• [What you will do]: Once you reach the line containing "index dip: (304, 209)" in the entries below, write out that line and each one after it down to the line containing "pinky tip: (310, 236)", exactly and with nothing added.
━━━ Provided records
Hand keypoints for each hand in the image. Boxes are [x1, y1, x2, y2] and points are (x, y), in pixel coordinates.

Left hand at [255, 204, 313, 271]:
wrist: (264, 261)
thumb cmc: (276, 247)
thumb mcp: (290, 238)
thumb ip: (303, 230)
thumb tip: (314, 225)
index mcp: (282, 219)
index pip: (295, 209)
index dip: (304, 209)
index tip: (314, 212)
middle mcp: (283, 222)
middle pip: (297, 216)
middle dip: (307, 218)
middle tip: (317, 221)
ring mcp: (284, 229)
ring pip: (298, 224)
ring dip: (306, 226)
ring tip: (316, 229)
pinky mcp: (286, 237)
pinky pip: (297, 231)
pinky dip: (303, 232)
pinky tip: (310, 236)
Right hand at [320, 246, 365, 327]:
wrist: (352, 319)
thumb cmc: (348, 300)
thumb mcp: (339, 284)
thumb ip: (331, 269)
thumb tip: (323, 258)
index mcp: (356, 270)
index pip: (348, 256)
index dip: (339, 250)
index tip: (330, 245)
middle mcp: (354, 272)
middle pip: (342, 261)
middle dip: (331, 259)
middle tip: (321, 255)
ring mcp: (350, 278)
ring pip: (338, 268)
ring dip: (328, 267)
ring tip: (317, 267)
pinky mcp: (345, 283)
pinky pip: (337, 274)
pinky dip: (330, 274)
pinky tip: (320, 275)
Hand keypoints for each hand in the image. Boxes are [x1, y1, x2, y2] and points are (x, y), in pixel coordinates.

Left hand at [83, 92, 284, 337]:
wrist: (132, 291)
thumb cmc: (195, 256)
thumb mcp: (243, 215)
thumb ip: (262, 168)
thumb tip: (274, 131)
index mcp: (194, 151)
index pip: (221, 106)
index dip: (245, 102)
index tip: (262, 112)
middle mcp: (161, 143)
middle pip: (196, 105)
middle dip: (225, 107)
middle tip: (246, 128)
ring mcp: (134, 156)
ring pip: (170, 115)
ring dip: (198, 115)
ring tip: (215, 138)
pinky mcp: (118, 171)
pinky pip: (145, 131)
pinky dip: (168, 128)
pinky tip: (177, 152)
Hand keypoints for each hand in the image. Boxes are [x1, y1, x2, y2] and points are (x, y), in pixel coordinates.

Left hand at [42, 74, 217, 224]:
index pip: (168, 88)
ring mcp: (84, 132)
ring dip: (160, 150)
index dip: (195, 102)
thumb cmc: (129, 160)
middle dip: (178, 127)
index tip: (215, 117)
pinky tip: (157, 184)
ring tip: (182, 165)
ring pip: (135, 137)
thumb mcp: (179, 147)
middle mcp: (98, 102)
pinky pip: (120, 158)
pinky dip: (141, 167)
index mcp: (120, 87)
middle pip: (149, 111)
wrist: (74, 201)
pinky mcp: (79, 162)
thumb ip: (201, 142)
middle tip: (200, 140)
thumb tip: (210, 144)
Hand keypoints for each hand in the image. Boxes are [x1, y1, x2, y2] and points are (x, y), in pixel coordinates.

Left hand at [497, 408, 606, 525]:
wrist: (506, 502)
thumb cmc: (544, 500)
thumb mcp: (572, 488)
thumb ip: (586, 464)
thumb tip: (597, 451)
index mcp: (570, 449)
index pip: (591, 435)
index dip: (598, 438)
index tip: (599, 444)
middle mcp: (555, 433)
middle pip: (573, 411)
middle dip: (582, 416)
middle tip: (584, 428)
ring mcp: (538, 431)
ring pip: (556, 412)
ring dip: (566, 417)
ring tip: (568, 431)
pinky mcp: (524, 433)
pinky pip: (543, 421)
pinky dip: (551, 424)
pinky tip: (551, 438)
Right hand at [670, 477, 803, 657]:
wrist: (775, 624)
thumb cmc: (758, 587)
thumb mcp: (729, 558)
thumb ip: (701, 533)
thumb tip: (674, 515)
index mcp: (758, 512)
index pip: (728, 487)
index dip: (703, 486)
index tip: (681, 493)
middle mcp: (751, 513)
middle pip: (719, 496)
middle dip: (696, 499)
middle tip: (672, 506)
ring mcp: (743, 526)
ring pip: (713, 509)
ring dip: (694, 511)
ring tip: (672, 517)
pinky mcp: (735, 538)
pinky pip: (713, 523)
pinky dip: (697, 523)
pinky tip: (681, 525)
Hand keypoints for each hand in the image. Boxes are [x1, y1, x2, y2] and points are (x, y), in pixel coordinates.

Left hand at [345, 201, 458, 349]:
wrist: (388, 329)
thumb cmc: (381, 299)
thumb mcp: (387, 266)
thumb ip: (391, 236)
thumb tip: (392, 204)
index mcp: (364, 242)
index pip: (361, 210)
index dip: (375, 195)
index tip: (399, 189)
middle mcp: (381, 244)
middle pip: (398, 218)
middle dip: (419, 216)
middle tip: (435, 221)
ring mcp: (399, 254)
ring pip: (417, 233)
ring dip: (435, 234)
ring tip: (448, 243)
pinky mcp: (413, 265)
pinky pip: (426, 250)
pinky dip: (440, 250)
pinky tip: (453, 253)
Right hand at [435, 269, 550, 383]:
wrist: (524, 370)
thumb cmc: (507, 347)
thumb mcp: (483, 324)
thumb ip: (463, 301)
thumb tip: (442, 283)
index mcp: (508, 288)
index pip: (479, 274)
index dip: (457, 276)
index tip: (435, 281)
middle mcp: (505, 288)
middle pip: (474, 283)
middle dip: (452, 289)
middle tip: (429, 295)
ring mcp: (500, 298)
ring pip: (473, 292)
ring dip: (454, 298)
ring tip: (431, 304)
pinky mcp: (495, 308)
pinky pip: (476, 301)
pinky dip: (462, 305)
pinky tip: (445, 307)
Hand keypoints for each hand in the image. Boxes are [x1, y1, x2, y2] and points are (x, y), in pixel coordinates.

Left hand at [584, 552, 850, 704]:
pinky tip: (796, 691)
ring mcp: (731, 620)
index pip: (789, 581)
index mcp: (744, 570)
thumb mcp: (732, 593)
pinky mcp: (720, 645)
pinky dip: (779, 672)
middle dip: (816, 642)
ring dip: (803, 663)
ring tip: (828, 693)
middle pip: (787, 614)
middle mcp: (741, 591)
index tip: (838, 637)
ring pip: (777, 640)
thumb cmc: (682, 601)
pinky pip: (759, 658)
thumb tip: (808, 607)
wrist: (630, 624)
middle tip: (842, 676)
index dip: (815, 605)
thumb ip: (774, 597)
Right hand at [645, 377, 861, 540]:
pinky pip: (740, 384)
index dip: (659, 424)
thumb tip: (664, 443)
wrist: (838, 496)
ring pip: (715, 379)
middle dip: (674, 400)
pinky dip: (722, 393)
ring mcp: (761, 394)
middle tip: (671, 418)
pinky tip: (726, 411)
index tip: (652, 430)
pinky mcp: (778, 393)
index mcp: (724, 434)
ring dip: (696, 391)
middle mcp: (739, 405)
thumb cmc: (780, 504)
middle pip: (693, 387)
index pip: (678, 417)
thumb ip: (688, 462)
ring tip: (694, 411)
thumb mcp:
━━━━━━
• [Reply]:
index dip: (304, 209)
index tip: (314, 212)
middle mcp: (283, 222)
middle pip: (297, 216)
middle dip: (307, 218)
middle tip: (317, 221)
ring mcp: (284, 229)
ring pip: (298, 224)
ring dip: (306, 226)
ring tip: (316, 229)
pinky mcp: (286, 237)
pinky pip: (297, 231)
pinky dip: (303, 232)
pinky tip: (310, 236)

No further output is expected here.